BOSTON - Come è facile farsi beffe del partito democratico che oggi ascolterà il discorso di candidatura di John Kerry. L’inno nazionale cantato da due ragazzi di una tribù di indiani d’America, mentre una delegata con le trecce, anche lei discendente degli indigeni sterminati nel West, piange commossa. L’oratrice che proclama alla sala semivuota «sono madre, professionista e lesbica». I ragazzini pacifisti di Howard Dean, che hanno lasciato i compagni a protestare fuori e portano nella caverna della Convenzione gli adesivi «No all'occupazione dell’Iraq», in barba alla piattaforma ufficiale «ci sono patrioti favorevoli alla guerra e patrioti contrari». I lobbisti siedono con le giacche italiane negli skybox, i palchi con vetrata a picco sulla platea, il bar e la ragazza che serve cocktail: «Son venuto la prima sera, una noia mortale, torno giovedì per prendere contatto con quelli di Kerry» digita al palmare elettronico uno snob.

Sindacalisti ostili alla globalizzazione, ecologisti preoccupati perché il partito è favorevole ai SUV, le auto fuoristrada ingorde di benzina, la massaia del Wisconsin con il cappello a forma di gruviera.

Sindaci di grandi città, Ted Kennedy che annoia la platea che un tempo infiammò, il giovane Barack Obama, padre nero, madre bianca, «bello come il golfista Tiger Woods» si illanguidisce una ragazza con la maglietta di Britney Spears.

Patriottici, verdi, politicamente corretti, uniformati da un plotone di scribi che censurano dai discorsi gli attacchi stridenti al presidente George W. Bush, ecco i democratici 2004. Svanite le divisioni tradizionali, «io non appartengo a nessun partito organizzato, sono un democratico» è battuta attribuita a Groucho Marx e Will Rogers. Il polemico regista Michael Moore, con in pugno un bicchiere di Coca-Cola da mezzo litro, siede con il premio Nobel Jimmy Carter, ma in piccionaia. Howard Dean, che dichiarava di essere l'ultimo campione «dell'ala democratica del partito democratico», ritorna a casa, figliol prodigo coccolato.

Questo è il partito che stanotte incontra John Kerry, arrivato ieri dalla baia, in traghetto con i suoi compagni d'arme. Una macchina da soldi che è riuscita a colmare il divario con i Paperoni repubblicani coinvolgendo feste di miliardari e studenti, di casa in casa col salvadanaio. Ma chi è John Kerry? Lo sanno i delegati che per lui rinunciano alle ferie e caricano sulle carte di credito i viaggi di propaganda?

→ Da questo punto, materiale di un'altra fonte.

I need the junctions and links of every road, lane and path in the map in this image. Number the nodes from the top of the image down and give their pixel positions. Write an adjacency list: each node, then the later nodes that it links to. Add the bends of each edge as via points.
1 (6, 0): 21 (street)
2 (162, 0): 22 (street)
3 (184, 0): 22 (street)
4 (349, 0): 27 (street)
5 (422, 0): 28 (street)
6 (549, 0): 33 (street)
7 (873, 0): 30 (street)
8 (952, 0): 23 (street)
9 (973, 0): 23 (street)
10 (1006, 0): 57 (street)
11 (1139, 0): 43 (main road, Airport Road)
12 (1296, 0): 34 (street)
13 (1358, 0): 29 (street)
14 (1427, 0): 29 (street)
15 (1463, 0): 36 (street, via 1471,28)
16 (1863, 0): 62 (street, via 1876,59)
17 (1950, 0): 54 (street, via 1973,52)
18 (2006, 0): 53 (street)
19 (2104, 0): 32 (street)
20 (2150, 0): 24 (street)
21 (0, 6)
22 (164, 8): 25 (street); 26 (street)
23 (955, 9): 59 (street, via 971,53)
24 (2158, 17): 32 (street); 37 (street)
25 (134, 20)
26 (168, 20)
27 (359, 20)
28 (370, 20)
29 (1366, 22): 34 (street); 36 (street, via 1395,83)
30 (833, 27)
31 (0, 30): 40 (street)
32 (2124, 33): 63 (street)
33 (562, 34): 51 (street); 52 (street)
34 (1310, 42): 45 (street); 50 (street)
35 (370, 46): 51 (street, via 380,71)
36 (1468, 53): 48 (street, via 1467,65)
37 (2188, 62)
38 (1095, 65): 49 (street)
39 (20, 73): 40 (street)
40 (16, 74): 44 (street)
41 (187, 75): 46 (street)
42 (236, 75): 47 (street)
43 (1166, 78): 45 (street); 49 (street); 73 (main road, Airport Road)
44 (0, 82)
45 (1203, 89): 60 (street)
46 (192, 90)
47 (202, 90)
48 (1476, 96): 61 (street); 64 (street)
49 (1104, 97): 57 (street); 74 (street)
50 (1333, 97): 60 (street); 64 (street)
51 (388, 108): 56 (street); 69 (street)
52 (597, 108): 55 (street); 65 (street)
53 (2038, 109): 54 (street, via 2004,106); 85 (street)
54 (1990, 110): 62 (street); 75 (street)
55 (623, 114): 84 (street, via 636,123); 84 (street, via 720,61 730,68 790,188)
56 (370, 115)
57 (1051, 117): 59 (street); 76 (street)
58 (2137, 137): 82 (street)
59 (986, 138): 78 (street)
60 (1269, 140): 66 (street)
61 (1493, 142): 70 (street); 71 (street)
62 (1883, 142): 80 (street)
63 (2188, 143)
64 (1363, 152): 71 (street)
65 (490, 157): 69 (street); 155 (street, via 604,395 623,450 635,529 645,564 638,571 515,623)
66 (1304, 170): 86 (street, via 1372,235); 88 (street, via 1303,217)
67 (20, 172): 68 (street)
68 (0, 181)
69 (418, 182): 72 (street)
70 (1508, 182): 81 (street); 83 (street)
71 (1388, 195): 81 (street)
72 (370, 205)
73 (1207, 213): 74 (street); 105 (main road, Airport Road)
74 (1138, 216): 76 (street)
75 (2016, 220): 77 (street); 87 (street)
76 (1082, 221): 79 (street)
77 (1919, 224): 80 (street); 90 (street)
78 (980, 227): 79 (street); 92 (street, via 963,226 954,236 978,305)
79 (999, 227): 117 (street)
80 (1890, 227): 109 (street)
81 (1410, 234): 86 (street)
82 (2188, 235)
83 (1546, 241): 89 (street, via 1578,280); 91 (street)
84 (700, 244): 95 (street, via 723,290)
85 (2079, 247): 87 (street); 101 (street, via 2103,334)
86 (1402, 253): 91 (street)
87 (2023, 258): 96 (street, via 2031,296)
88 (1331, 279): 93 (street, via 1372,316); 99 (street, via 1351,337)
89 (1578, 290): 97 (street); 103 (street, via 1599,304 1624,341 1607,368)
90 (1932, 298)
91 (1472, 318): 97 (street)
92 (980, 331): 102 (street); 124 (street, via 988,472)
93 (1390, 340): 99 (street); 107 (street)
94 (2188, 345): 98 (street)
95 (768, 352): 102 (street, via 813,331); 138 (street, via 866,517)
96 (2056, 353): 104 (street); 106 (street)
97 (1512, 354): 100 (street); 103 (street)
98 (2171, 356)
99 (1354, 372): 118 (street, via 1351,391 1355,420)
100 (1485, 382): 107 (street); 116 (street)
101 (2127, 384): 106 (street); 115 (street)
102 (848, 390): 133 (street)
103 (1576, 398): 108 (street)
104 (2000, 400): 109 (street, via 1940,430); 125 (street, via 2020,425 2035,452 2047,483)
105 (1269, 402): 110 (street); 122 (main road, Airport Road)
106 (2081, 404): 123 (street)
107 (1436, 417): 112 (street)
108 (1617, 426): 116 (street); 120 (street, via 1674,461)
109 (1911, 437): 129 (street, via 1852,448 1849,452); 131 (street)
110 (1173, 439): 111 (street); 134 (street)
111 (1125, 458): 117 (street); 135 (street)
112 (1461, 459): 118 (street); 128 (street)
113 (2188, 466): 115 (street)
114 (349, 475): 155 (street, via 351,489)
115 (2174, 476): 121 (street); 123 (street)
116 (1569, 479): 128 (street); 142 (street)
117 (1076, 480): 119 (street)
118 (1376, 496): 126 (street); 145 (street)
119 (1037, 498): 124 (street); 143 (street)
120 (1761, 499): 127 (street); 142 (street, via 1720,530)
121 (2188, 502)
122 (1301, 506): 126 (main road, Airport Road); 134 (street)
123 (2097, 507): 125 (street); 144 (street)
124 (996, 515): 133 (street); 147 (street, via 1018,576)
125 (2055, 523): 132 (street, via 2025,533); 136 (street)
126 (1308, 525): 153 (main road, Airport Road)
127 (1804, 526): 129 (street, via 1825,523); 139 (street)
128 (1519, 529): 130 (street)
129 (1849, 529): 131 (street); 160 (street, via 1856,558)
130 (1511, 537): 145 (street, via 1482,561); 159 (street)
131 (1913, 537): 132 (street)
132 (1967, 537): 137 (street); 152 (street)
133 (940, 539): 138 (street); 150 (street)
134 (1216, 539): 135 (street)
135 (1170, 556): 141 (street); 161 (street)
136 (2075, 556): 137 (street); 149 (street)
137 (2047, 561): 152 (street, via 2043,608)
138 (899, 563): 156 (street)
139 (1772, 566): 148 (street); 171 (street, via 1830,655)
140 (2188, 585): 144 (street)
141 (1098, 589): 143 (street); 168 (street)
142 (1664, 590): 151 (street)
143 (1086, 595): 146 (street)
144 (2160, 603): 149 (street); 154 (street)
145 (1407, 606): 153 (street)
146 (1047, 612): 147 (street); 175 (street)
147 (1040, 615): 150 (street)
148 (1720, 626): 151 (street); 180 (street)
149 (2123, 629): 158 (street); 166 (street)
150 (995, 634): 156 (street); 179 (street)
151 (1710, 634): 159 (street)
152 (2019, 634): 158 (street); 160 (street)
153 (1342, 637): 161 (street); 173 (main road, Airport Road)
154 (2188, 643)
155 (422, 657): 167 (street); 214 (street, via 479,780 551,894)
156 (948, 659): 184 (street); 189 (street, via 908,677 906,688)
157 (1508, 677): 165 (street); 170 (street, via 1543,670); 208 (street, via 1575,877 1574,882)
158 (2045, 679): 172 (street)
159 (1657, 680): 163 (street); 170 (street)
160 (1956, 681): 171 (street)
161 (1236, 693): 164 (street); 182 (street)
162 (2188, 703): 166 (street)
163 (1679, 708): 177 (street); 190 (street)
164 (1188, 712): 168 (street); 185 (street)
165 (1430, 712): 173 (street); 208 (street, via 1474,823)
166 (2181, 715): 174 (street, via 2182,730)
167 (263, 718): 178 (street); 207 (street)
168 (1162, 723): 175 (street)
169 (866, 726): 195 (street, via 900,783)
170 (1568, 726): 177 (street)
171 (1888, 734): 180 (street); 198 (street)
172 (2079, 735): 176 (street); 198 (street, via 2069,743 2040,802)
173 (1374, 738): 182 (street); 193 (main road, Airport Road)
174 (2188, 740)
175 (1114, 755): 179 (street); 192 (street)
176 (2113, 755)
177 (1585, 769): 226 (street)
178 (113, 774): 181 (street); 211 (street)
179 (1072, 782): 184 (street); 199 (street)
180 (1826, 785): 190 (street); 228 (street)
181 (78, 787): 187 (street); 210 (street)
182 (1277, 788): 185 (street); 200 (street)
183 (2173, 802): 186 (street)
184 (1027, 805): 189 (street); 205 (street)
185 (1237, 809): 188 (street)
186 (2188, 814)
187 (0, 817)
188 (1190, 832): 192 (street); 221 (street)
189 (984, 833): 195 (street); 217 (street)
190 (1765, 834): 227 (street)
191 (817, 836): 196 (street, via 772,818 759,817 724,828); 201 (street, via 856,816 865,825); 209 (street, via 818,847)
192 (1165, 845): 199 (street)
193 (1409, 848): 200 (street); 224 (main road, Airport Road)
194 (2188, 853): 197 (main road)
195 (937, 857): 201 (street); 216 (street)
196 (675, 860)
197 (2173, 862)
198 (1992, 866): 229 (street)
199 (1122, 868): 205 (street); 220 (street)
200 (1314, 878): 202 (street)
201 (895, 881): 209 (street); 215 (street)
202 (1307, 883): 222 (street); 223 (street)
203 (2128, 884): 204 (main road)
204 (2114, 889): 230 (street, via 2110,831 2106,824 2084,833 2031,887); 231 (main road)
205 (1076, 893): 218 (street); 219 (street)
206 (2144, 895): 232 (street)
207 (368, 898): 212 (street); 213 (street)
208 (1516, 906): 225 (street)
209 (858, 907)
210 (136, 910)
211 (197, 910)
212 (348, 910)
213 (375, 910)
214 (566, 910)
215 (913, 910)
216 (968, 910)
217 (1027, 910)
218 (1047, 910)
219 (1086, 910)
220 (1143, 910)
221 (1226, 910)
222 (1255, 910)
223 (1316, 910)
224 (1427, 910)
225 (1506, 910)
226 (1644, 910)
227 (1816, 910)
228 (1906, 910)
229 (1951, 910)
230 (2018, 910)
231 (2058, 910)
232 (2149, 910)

Lo sa il Paese che ne vedrà in tv la vita, dal collegio in Europa, al Vietnam, alle marce pacifiste, al Senato? Ancora no: Kerry, vinte di slancio le elezioni primarie, è un oggetto sconosciuto, ai suoi e agli avversari.

Qual è il suo piano per l'Iraq? Collaborare con Onu e alleati, va bene, ma per fare cosa? Chiederà di ratificare i trattati di Kyoto, il trattato per la non proliferazione nucleare e la Corte penale internazionale, o si schermerà dietro il no del Congresso? Cosa nascondono il suo volto malinconico, i discorsi formali, il passato eroico nel delta del Mekong? Le opinioni diverse, no alla prima guerra in Iraq, sì, con tanti se e tanti ma, alla seconda, no al pacchetto di spese militari, celano un opportunista o un leader capace di maturare? Il partito lo ama, perché odia George W. Bush. «Sai cosa è un "yellow dog democrat" - ride un vecchio consulente - un elettore così fedele da votarci anche se candidassimo un cane giallo. Kerry trova un partito dove siam tutti fanatici dei cani gialli pur di bocciare Bush». Ma lo amano come John Kerry? Lo sapremo oggi: il Paese ascolta gli appelli all'unità da Boston, ma resta diviso, 48% con Bush, 46% con Kerry. Da ogni convenzione arriva uno slancio, «bounce» lo chiamano i sondaggisti. Quanto grande sarà quello di Kerry? E.J. Dionne, editorialista del Washington Post , riassume «è come se il Paese si stesse stancando di George W. Bush e non sapesse innamorarsi di Kerry. Forse la trave repubblicana verrà giù d'un botto, divorata pian piano dalla termiti democratiche». Contano gli spot a raffica che Karl Rove, eminenza grigia di Bush, manda in onda senza soste, e che ritraggono Kerry come un incostante pasticcione.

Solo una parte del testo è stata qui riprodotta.